A 20-year-old man presented to a medical clinic in the summer of 2008 with body aches, generalized stiffness, swollen hands and feet, and mild pharyngeal irritation with cough. He had experienced a mild upper respiratory tract infection some 2 weeks before, but did not seek medical attention at that time because of a busy work schedule.
The patient was afebrile, and on examination his body aches appeared to be confined to the joints of all limbs. Although the hands were generally swollen, the changes were most evident at the phalangeal and metacarpal-phalangeal joints. He had evidence of bilateral mild conjunctival injection, but there was no peripheral rash. The oropharynx was mildly inflamed, and the tonsils and anterior cervical lymph nodes were modestly prominent. No heart murmur or neurological signs were detected. A throat swab was taken, and the patient was referred to the laboratory for further investigations. He was advised to consume ibuprofen on an as-needed basis.
The throat swab yielded group A streptococcus. The peripheral white blood cell count was 8.2 with a normal differential. Test results for acute mononucleosis and acute parvovirus infection were negative, and assays for liver function, antinuclear antibody, and rheumatoid factor were unremarkable.
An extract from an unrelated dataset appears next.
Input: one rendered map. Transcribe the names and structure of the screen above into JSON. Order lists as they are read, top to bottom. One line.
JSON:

Microscopic urinalysis showed the presence of hematuria, and the quantitative urinary protein was 5 g/L. The creatinine level was 112 µmol/L, and the estimated glomerular filtration rate was 67 mL/min/1.73 m2. An electrocardiogram showed sinus rhythm of 77/min, with first-degree AV block and ST elevation in the anterolateral leads. The antistreptolysin O titer was 217 IU/mL.
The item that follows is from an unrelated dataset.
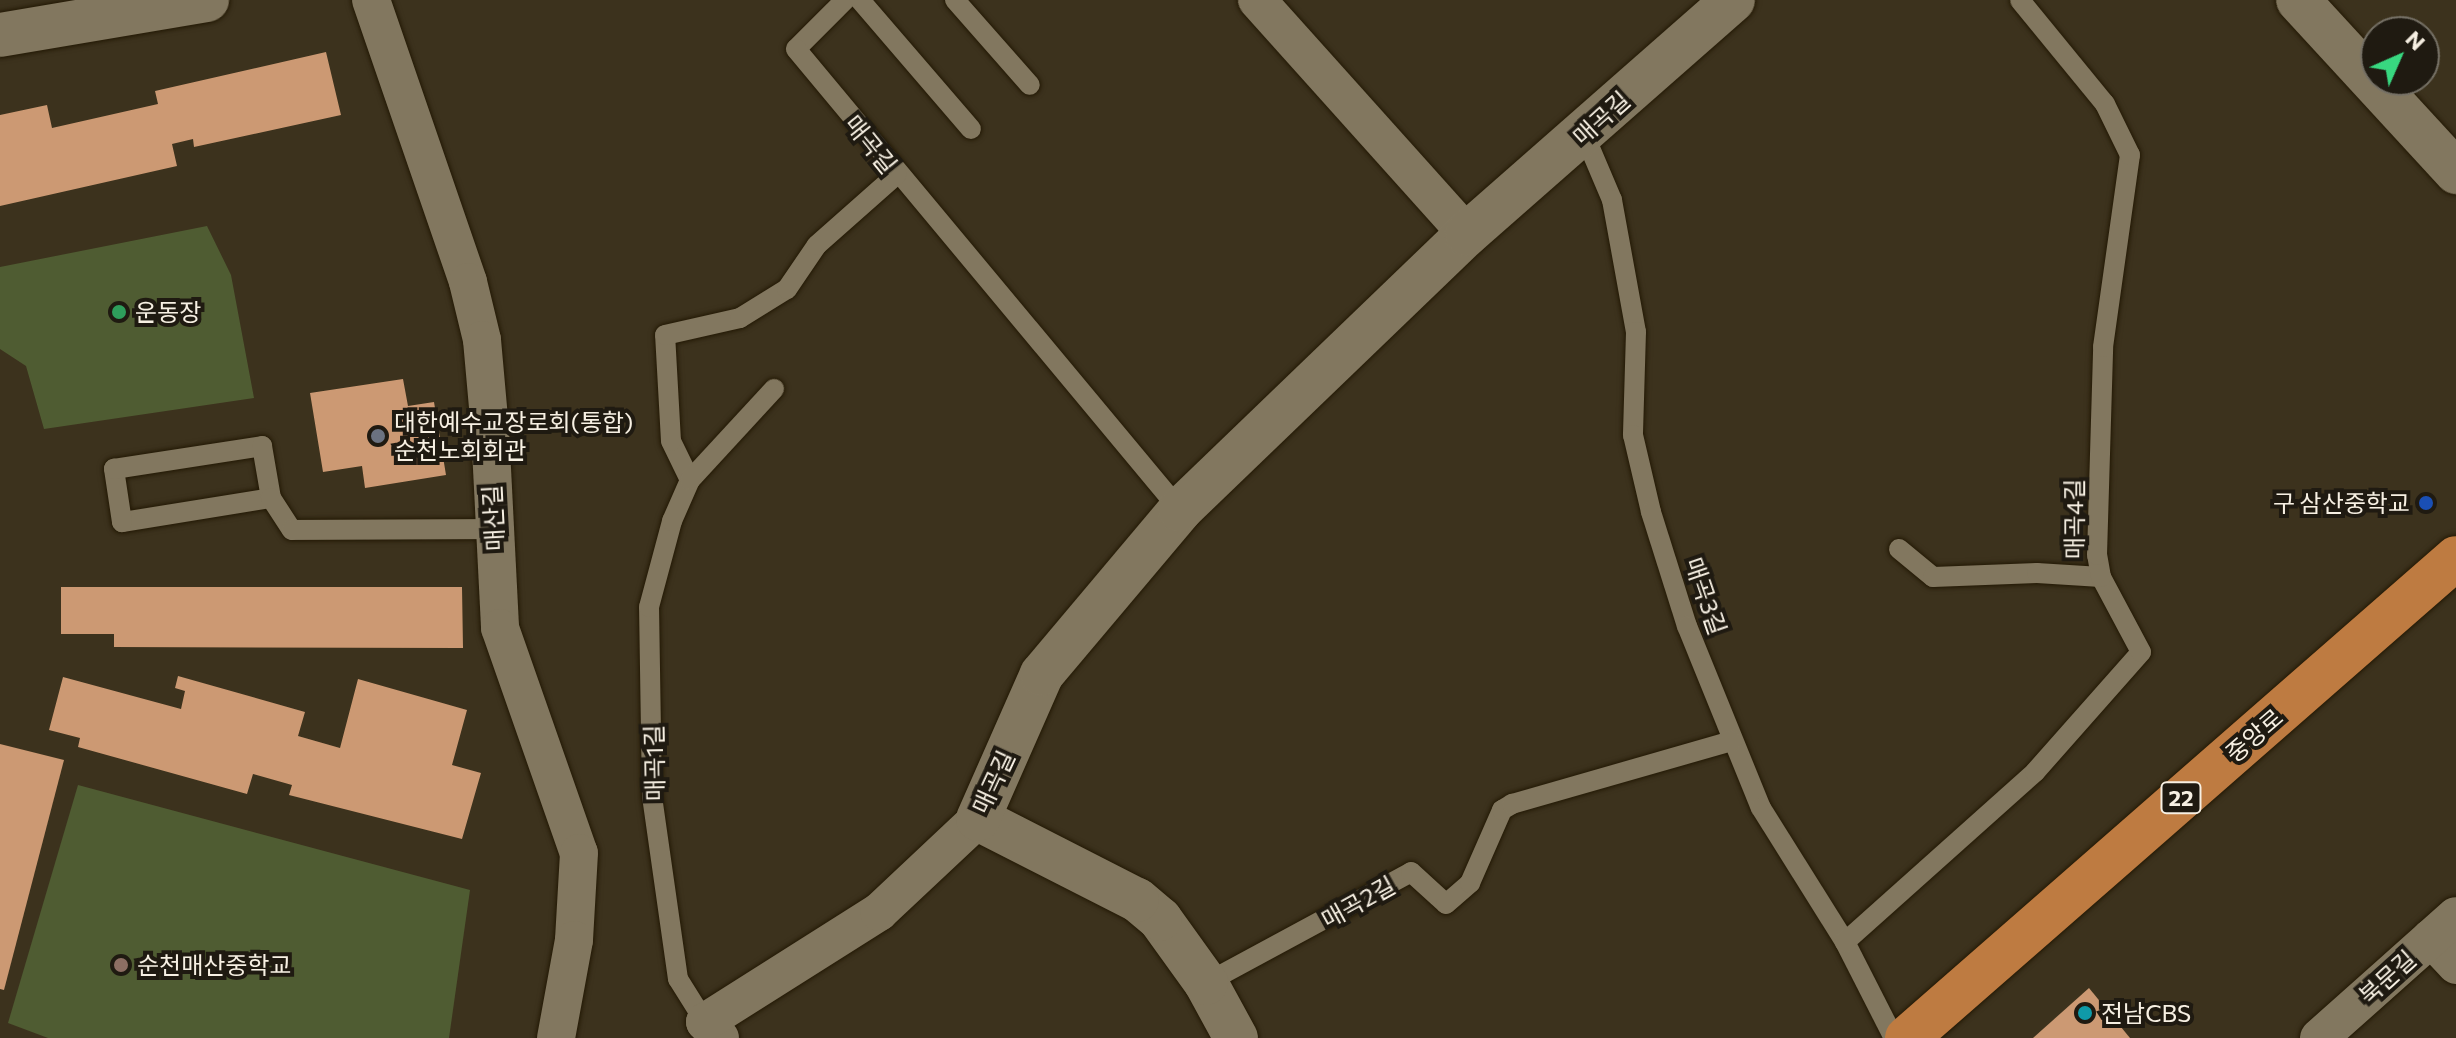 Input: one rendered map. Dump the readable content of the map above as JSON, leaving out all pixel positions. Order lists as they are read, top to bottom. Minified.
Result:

A course of penicillin V (300 mg q.i.d. for 10 days) was begun. After 2 weeks, the patient was completely well. Both microscopic hematuria and proteinuria were no longer apparent, and the antistreptolysin O titer increased to 230 IU/mL. The patient has since remained well.
Acute rheumatic fever
In the case described here, the latent period of approximately 2 weeks between respiratory illness and subsequent manifestations of acute rheumatic fever is typical. The gap is a consequence of the delayed immunological response to the S. pyogenes bacterium, in which cross-reactive host antigens are also targeted.[1] This patient suffered from arthropathy and carditis and had supporting laboratory studies. However, this rare citation of acute rheumatic fever is difficult to place in context because acute rheumatic fever is not a reportable communicable disease in BC[2] and there is no mandate to report acute rheumatic fever Canada-wide.[3] Outbreaks and endemic prevalence in Canada have been reported, however, from Nova Scotia and Manitoba over the last few decades.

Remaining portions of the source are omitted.